This commit adds a defense-in-depth measure to Wasmtime which is
intended to mitigate the impact of CVEs such as GHSA-ff4p-7xrq-q5r8.
Currently Wasmtime will catch `SIGSEGV` signals for WebAssembly code so
long as the instruction which faulted is an allow-listed instruction
(aka has a trap code listed for it). With the recent security issue,
however, the problem was that a wasm guest could exploit a compiler bug
to access memory outside of its sandbox. If the access was successful
there's no real way to detect that, but if the access was unsuccessful
then Wasmtime would happily swallow the `SIGSEGV` and report a nominal
trap. To embedders, this might look like nothing is going awry.

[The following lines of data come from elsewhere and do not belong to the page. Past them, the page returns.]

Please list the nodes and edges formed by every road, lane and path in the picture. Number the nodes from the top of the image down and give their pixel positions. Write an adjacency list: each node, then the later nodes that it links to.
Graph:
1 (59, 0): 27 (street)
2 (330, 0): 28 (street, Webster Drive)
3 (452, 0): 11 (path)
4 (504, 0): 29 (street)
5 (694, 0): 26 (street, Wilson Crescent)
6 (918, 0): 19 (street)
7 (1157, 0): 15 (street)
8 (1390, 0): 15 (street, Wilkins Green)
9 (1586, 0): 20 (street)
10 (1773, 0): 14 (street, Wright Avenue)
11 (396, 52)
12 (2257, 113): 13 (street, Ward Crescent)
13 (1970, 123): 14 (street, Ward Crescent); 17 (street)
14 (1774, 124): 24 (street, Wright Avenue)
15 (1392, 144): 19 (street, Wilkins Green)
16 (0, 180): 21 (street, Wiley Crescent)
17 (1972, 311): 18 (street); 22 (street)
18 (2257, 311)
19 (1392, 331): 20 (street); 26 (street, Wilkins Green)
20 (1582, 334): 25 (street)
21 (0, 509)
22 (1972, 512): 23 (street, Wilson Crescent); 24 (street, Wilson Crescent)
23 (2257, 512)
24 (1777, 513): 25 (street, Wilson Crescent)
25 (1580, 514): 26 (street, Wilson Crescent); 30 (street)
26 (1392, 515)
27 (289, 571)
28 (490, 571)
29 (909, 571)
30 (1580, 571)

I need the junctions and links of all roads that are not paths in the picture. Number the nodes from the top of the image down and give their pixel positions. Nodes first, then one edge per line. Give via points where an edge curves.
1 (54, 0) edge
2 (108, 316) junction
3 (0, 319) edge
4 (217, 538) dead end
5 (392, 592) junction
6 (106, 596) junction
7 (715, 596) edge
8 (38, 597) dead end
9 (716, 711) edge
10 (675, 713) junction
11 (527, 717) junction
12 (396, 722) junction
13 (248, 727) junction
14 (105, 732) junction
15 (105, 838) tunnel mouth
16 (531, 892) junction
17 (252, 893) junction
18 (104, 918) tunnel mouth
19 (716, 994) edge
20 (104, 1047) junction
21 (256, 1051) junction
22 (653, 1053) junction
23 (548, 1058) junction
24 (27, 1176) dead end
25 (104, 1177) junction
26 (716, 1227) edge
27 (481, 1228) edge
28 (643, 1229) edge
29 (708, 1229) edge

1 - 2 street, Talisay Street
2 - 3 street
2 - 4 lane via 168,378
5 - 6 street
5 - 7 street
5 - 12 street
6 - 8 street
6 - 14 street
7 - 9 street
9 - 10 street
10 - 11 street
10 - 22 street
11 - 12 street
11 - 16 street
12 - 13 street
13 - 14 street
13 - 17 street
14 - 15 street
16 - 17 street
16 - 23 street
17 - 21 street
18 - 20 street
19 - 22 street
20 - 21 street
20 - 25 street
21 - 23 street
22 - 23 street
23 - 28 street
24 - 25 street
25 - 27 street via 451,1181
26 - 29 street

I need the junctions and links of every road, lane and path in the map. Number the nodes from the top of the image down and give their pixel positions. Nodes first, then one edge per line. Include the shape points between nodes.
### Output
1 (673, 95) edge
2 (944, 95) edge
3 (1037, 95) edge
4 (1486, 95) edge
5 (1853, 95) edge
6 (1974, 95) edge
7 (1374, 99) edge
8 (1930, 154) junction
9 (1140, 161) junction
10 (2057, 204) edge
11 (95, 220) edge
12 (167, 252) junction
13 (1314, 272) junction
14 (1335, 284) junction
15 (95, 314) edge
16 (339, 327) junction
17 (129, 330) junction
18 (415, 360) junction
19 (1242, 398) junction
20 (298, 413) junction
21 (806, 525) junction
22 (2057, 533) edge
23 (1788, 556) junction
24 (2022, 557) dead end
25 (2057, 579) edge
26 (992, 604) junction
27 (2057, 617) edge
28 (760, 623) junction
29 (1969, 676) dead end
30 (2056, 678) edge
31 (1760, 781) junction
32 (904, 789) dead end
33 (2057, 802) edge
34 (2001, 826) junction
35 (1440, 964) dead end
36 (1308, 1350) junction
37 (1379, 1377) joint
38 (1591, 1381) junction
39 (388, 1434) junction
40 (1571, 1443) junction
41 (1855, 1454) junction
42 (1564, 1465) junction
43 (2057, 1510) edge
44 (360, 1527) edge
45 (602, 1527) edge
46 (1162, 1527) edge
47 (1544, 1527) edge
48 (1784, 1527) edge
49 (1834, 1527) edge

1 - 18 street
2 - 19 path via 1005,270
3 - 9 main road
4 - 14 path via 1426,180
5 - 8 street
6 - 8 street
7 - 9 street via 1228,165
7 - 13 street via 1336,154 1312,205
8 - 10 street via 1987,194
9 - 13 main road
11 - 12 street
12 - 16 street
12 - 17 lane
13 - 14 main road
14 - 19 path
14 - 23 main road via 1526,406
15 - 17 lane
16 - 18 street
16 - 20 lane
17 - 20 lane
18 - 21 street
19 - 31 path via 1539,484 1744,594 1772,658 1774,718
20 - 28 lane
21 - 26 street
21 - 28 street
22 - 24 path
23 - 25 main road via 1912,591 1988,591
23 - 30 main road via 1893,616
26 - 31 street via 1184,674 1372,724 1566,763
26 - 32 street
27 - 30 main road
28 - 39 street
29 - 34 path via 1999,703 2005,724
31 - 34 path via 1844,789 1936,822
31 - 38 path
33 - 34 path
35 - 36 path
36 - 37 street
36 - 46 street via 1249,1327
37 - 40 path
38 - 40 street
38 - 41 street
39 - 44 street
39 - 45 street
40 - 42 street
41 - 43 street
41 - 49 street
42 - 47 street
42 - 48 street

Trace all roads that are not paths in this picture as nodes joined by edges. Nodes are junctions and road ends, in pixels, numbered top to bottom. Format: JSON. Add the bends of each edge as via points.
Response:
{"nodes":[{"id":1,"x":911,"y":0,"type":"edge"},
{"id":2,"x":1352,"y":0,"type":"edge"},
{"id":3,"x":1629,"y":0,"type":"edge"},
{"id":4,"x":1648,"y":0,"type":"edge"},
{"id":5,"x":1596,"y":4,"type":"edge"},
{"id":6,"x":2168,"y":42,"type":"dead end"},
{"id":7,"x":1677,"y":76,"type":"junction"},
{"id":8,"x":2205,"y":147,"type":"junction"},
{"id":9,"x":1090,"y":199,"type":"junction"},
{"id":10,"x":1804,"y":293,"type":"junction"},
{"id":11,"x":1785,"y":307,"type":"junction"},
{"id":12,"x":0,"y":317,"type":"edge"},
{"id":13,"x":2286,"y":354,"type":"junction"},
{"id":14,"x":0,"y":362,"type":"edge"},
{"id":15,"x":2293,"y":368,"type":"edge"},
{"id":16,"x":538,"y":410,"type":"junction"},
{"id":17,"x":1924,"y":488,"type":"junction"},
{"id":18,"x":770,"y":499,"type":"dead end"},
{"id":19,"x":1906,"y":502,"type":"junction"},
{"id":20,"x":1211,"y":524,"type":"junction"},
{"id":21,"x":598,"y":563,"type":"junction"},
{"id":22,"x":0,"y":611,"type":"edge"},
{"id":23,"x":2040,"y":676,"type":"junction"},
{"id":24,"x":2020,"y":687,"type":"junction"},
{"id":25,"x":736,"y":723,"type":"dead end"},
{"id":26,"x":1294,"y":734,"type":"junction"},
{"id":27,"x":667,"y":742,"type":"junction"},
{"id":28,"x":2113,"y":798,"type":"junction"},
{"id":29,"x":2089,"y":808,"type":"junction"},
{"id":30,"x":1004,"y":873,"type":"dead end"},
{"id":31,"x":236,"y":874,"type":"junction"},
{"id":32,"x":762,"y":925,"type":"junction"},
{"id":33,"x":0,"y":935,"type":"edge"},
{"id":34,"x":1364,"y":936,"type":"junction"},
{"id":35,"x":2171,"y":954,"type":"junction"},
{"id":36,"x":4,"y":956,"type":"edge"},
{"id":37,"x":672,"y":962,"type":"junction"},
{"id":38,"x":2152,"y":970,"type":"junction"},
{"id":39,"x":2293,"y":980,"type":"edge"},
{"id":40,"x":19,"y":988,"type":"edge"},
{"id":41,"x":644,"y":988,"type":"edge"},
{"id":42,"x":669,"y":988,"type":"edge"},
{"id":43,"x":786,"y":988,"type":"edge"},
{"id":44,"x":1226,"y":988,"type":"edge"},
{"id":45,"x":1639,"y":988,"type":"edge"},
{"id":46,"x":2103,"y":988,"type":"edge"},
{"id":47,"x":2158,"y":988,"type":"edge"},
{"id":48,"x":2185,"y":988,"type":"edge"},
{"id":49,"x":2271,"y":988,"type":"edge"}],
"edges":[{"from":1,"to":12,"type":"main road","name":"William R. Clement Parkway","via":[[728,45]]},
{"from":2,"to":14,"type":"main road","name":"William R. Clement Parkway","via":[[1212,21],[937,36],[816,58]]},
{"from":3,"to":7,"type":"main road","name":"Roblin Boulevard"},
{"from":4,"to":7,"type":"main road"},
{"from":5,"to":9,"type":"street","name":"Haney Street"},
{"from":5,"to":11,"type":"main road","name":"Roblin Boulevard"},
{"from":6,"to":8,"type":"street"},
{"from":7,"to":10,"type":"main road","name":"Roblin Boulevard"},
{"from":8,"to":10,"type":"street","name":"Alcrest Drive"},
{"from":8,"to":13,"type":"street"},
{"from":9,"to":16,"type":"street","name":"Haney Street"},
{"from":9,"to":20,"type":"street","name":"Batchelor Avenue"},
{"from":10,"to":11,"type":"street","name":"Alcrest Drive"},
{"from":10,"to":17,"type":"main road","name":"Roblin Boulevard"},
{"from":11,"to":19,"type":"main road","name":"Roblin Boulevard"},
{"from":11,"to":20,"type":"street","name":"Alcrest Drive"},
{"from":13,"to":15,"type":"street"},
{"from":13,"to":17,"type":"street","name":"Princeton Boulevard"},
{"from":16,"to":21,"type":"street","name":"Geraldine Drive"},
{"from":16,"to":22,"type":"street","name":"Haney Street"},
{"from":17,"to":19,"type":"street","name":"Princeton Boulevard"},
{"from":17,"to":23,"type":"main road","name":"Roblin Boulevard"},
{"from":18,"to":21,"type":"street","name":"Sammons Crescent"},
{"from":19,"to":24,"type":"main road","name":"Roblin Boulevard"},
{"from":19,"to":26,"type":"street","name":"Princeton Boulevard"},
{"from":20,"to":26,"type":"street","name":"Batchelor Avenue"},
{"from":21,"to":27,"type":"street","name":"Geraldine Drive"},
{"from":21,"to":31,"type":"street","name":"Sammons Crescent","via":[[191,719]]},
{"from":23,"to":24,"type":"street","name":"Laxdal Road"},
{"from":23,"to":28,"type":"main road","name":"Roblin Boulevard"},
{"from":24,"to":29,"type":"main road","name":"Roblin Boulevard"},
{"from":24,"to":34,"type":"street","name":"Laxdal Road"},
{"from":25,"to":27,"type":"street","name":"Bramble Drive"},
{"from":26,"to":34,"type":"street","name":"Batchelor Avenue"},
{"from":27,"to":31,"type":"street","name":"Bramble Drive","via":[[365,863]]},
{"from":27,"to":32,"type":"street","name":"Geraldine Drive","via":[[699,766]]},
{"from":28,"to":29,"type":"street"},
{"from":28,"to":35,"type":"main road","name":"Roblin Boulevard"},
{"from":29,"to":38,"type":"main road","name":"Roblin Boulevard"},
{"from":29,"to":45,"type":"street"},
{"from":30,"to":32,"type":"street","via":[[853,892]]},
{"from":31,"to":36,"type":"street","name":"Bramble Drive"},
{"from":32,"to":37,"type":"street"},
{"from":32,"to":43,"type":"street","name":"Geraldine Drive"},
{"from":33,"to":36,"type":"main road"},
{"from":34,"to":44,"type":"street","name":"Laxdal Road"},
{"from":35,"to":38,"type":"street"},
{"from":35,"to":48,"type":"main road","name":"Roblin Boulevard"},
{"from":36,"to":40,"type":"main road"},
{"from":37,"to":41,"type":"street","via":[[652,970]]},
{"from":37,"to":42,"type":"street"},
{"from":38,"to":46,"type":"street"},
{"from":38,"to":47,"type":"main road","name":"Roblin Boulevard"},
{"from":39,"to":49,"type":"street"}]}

The new strategy implemented here in this commit is to attempt to be
more robust towards these sorts of failures. When a `SIGSEGV` is raised
the faulting pc is recorded but additionally the address of the
inaccessible location is also record. After the WebAssembly stack is
unwound and control returns to Wasmtime which has access to a `Store`
Wasmtime will now use this inaccessible faulting address to translate it
to a wasm address. This process should be guaranteed to succeed as
WebAssembly should only be able to access a well-defined region of
memory for all linear memories in a `Store`.

If no linear memory in a `Store` could contain the faulting address,
then Wasmtime now prints a scary message and aborts the process. The
purpose of this is to catch these sorts of bugs, make them very loud
errors, and hopefully mitigate impact. This would continue to not
mitigate the impact of a guest successfully loading data outside of its
sandbox, but if a guest was doing a sort of probing strategy trying to
find valid addresses then any invalid access would turn into a process
crash which would immediately be noticed by embedders.

While I was here I went ahead and additionally took a stab at #3120.
Traps due to `SIGSEGV` will now report the size of linear memory and the
address that was being accessed in addition to the bland "access out of
bounds" error. While this is still somewhat bland in the context of a
high level source language it's hopefully at least a little bit more
actionable for some. I'll note though that this isn't a guaranteed
contextual message since only the default configuration for Wasmtime
generates `SIGSEGV` on out-of-bounds memory accesses. Dynamically
bounds-checked configurations, for example, don't do this.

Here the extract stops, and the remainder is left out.